What you have to do
The response has to reproduce all entries exactly while excluding their pictures.
---------- Information supplied ----------
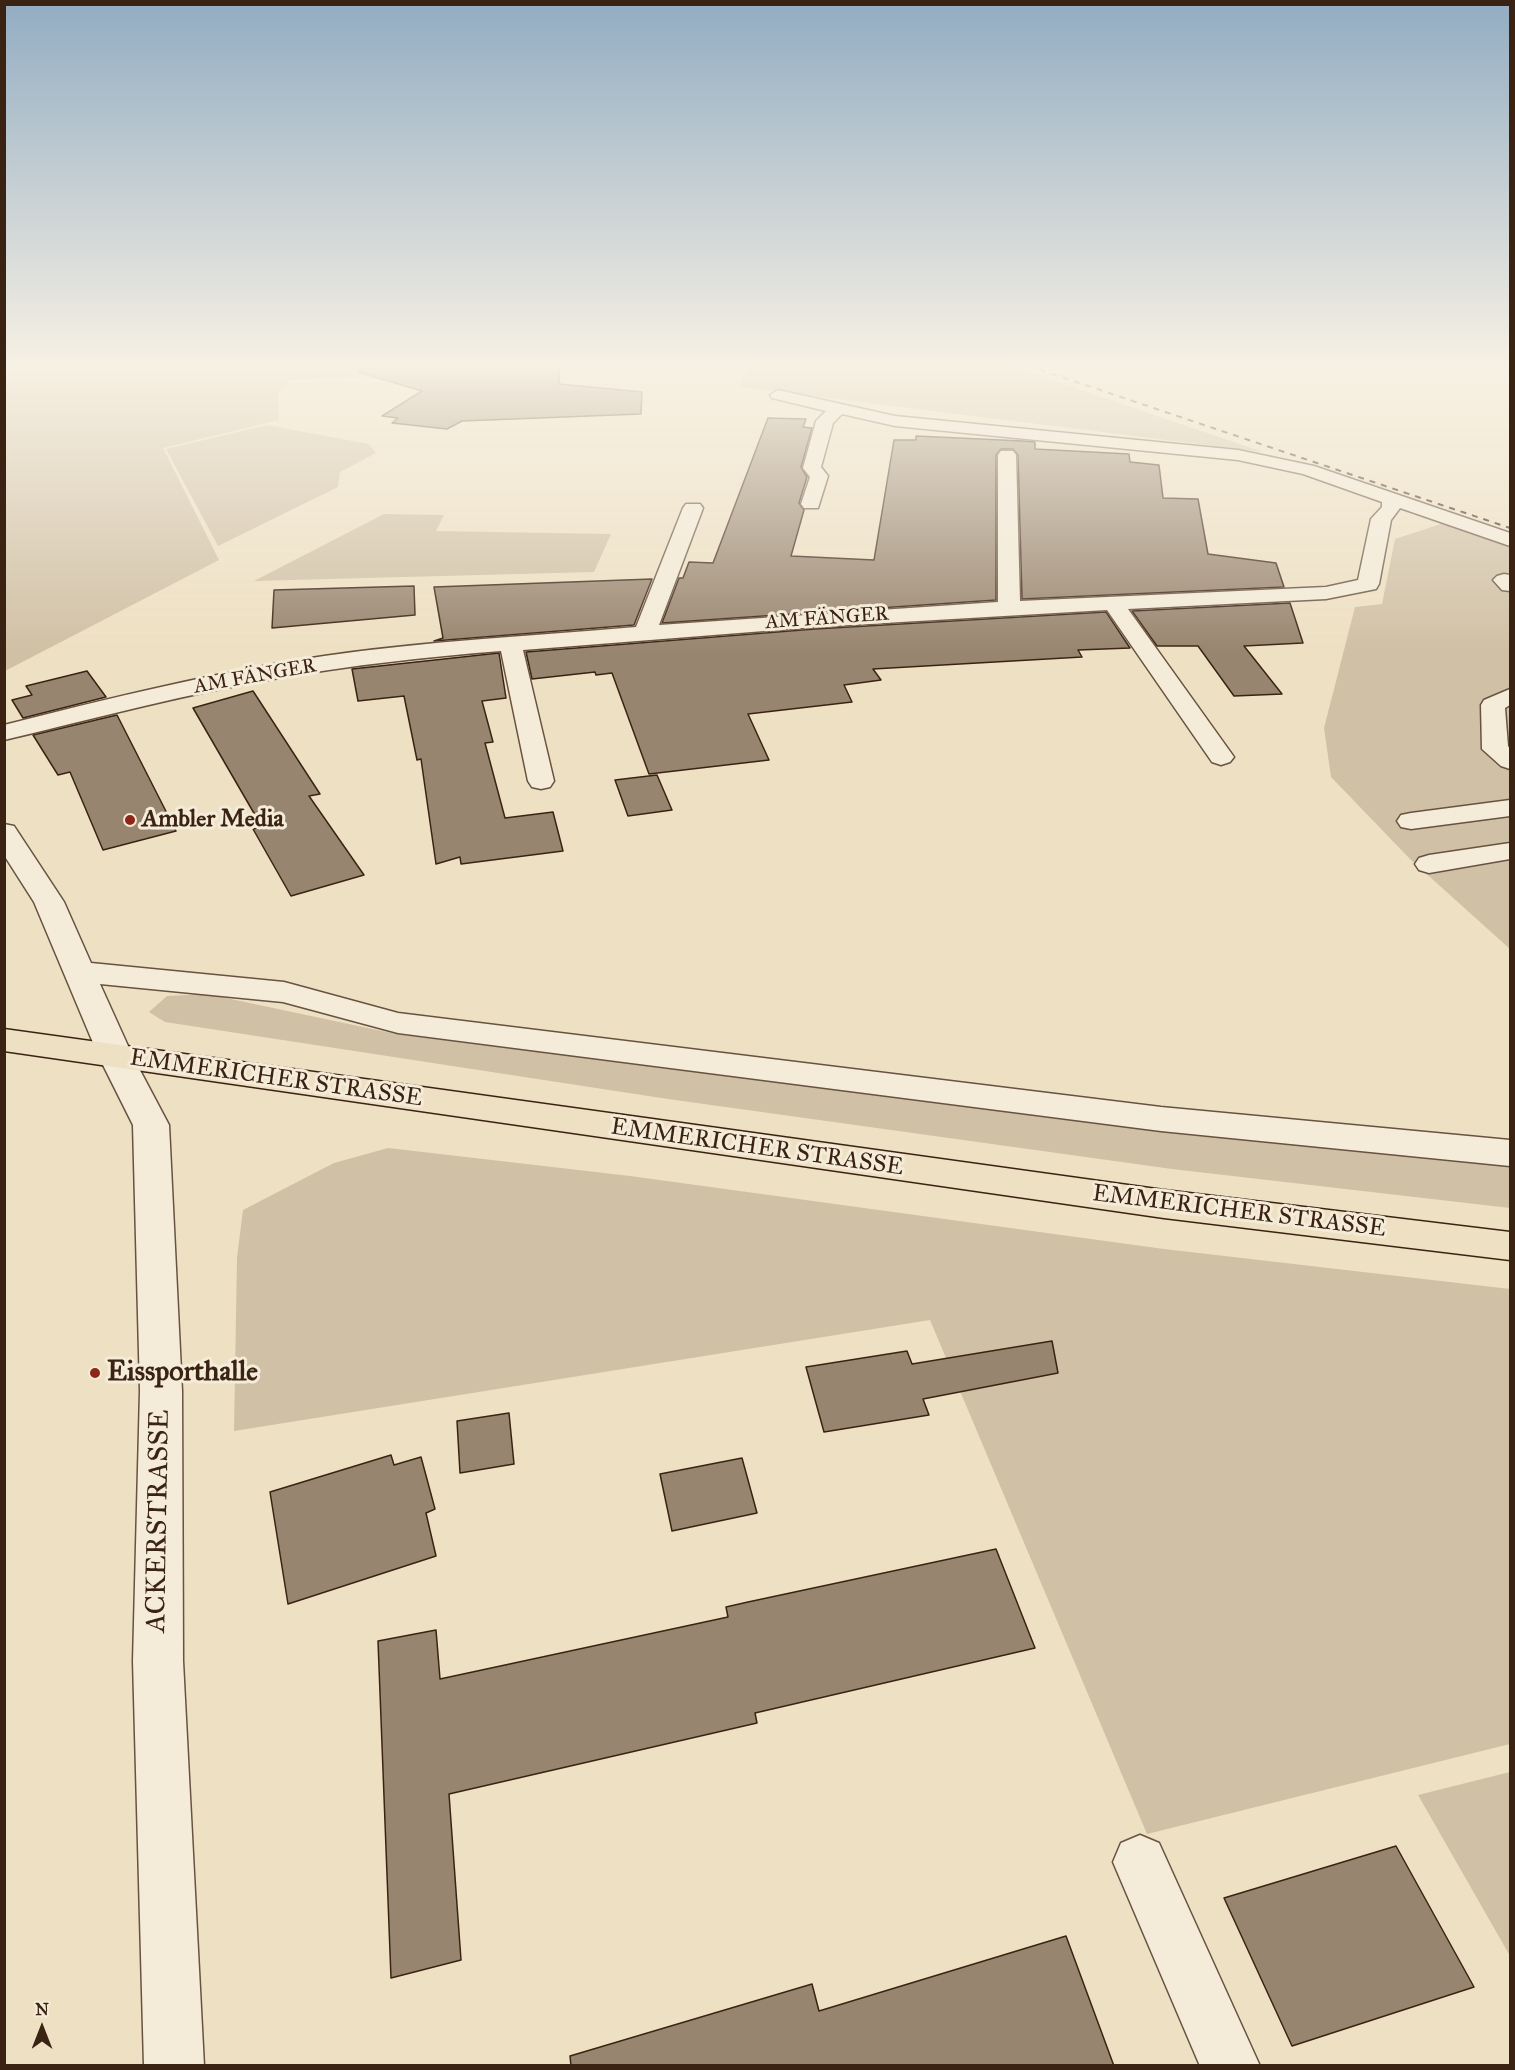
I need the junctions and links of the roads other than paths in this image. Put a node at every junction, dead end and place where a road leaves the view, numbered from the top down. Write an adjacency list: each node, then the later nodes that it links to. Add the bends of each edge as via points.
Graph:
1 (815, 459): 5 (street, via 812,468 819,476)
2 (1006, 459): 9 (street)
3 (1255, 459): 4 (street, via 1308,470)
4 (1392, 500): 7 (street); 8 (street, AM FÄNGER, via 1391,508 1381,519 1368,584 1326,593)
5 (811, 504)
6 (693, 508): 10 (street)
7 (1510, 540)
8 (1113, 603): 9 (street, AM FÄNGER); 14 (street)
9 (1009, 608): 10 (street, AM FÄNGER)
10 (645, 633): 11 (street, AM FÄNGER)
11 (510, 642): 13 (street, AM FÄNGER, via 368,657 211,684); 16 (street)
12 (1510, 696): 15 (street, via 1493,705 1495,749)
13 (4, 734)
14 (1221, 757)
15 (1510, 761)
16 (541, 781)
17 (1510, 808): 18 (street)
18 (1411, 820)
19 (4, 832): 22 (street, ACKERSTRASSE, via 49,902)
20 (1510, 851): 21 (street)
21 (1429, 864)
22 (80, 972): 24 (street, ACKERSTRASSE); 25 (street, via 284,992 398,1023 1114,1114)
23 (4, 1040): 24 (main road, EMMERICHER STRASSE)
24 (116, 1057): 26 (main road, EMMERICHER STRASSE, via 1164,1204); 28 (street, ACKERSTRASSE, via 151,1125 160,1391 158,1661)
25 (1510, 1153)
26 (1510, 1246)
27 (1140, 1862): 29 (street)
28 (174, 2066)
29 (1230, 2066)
----------
Written response
I need the junctions and links of the roads other than paths in this image. Put a node at every junction, dead end and place where a road leaves the view, numbered from the top down. Write an adjacency list: each node, then the later nodes that it links to. Add the bends of each edge as via points.
Graph:
1 (815, 459): 5 (street, via 812,468 819,476)
2 (1006, 459): 9 (street)
3 (1255, 459): 4 (street, via 1308,470)
4 (1392, 500): 7 (street); 8 (street, AM FÄNGER, via 1391,508 1381,519 1368,584 1326,593)
5 (811, 504)
6 (693, 508): 10 (street)
7 (1510, 540)
8 (1113, 603): 9 (street, AM FÄNGER); 14 (street)
9 (1009, 608): 10 (street, AM FÄNGER)
10 (645, 633): 11 (street, AM FÄNGER)
11 (510, 642): 13 (street, AM FÄNGER, via 368,657 211,684); 16 (street)
12 (1510, 696): 15 (street, via 1493,705 1495,749)
13 (4, 734)
14 (1221, 757)
15 (1510, 761)
16 (541, 781)
17 (1510, 808): 18 (street)
18 (1411, 820)
19 (4, 832): 22 (street, ACKERSTRASSE, via 49,902)
20 (1510, 851): 21 (street)
21 (1429, 864)
22 (80, 972): 24 (street, ACKERSTRASSE); 25 (street, via 284,992 398,1023 1114,1114)
23 (4, 1040): 24 (main road, EMMERICHER STRASSE)
24 (116, 1057): 26 (main road, EMMERICHER STRASSE, via 1164,1204); 28 (street, ACKERSTRASSE, via 151,1125 160,1391 158,1661)
25 (1510, 1153)
26 (1510, 1246)
27 (1140, 1862): 29 (street)
28 (174, 2066)
29 (1230, 2066)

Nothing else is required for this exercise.